Frank Bruni, the New York Times restaurant critic, has launched an all-out assault on fine dining. Bruni’s influence is difficult to measure. But there is no doubt that the city’s most influential critic has his knives sharpened against restaurants that offer classic, traditional luxury. Anyone planning such a restaurant must assume that the likelihood of recognition from the Times is close to nil.
By “fine dining,” I mean the traditional trappings of excellent restaurants: white tablecloths, a first-rate wine program, fine china and stemware, elegant service, and of course a serious chef with a top-notch kitchen brigade. In so defining it, I am not suggesting there is anything wrong with restaurants that serve great food without some or all of these trappings. Indeed, like most people, the vast majority of my meals are not consumed at luxury restaurants.
But there is a place in our city for traditional fine dining — the kinds of restaurants normally associated with three or four New York Times stars. During Frank Bruni’s tenure, proper recognition for these types of restaurants has all but disappeared.
In roughly 32 months on the job, Frank Bruni has issued 17 three-star reviews. Taken on its own, this is a reasonable pace. When you look at the characteristics of those restaurants, the results are sobering.
One restaurant, Blue Hill at Stone Barns, isn’t even in New York City. As far as I know, it’s the only NYT starred restaurant that is not in the five boroughs. It is an anomaly.
Another seven restaurants were previously reviewed by other critics, including:
Nobu 57 is a strange case, as it was technically a new restaurant, but it is a virtual clone of the original Nobu, which was already a three-star restaurant. Bruni could hardly have rated Nobu 57 anything other than three stars, unless he was going to re-rate the flagship restaurant, to which it is largely identical.
Hence, of the sixteen NYC restaurants that have received three-star reviews from Bruni, eight of them were either pure re-reviews, or in the case of Nobu 57, the clone of one.

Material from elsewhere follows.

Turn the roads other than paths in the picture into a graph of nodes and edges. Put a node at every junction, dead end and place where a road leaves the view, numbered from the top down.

That leaves just eight truly new NYC restaurants that have received three stars from Frank Bruni.
That leaves just three traditional “fine dining” restaurants that have earned three stars on Frank Bruni’s watch: Country, Cru, and Del Posto. Two out of the three are Italian or Italian-influenced (Cru and Del Posto). This leaves Country as the only new fine dining non-Italian restaurant that has won three stars from Bruni over a 32-month period.
Against this is a much longer list of fine dining restaurants that clearly were designed for and expected three stars, but received less: Alto, Cafe Gray, Gilt, Le Cirque, The Modern, and most recently, Gordon Ramsay. The message is clear: If you are opening a non-Italian fine dining restaurant in New York, the odds of a three-star review from Frank Bruni are slim. If the restaurant is French or French-influenced, the odds go down to near zero.

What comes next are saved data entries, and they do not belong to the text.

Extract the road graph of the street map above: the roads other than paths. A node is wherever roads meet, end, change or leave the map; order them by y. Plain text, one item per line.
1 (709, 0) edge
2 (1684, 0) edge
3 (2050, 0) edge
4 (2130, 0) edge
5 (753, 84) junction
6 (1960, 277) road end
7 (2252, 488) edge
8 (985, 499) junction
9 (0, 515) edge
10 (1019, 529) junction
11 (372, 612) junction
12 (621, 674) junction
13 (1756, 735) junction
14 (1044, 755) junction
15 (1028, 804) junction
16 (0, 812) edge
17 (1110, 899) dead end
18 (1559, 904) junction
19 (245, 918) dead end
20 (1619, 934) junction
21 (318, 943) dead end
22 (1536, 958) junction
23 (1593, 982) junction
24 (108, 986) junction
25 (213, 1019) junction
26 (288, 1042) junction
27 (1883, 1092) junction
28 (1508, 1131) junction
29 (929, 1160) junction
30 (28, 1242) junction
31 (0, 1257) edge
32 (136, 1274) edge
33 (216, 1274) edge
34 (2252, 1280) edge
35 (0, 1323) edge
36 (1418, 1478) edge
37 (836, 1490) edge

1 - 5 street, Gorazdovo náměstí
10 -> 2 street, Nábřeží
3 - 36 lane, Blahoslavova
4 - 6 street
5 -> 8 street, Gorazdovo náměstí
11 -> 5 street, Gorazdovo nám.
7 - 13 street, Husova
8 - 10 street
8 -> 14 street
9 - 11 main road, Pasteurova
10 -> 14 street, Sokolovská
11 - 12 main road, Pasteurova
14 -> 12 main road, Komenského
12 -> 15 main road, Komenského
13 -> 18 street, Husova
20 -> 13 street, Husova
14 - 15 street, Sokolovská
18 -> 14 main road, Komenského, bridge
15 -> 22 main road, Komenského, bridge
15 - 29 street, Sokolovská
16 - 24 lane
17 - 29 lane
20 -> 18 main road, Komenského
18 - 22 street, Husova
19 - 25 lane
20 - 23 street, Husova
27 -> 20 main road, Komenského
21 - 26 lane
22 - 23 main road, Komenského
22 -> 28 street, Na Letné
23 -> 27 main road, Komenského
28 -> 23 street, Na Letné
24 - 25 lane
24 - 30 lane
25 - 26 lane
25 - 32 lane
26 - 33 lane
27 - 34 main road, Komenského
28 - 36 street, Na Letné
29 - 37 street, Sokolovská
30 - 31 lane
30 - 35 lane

The odds against earning four stars are even worse. Frank Bruni has awarded four stars to no restaurants that opened during his tenure. He did review one four-star restaurant that was not a re-review: Per Se, which opened before Bruni started, but which no other Times critic had yet reviewed. With Per Se’s clone, The French Laundry, regularly appearing on lists of the world’s greatest restaurants, the decision was practically made for him. To have awarded anything less than four stars to Per Se would have taken Bruni’s credibility to the breaking point.
Even at Per Se, Bruni’s award of four stars seemed almost regretful. What finally persuaded him? Of all things, the vegetable tasting—surely Per Se’s least often ordered menu option. He also complained of ostentation, and a menu “too intent on culinary adventure or too highfalutin in its presentation and descriptions of dishes.” Where, if not here, would culinary adventure be expected? Where, if not here, would “highfalutin” presntation be acceptable, if not indeed demanded?
Bruni’s reviews of fine dining restaurants are full of comments suggesting he is hostile to the genre. The food at Cafe Gray is “fussy”; at The Modern, “over-thought and overwrought”; at Alto, “something too restrained”; at Gilt, the chef “sometimes doesn’t know when to pull back, pipe down and let superior food speak for itself”; at Gordon Ramsay, “low-key loveliness…in place of big excitement.”
His brutal demotions of Alain Ducasse and Bouley are especially telling. Ducasse was done in by an out-of-order toilet and a slightly snooty sommelier. The Bouley review dragged in a bunch of unrelated gossip about David Bouley’s other activities, and wondered whether his heart was still in it—that, notwithstanding a comment about “serious talent in the kitchen.”
The after-effects of Bruni’s smackdowns have ranged from devastating to irrelevant. At Ducasse and Gilt, chefs were fired, and Ducasse closed altogether. The Modern and Bouley still seem to be doing just fine. But to the extent Frank Bruni’s reviews have any influence, anyone who dares open a serious non-Italian fine dining restaurant is taking an almost unacceptable risk. The city’s principal restaurant critic will probably not acknowledge excellence even if he trips over it.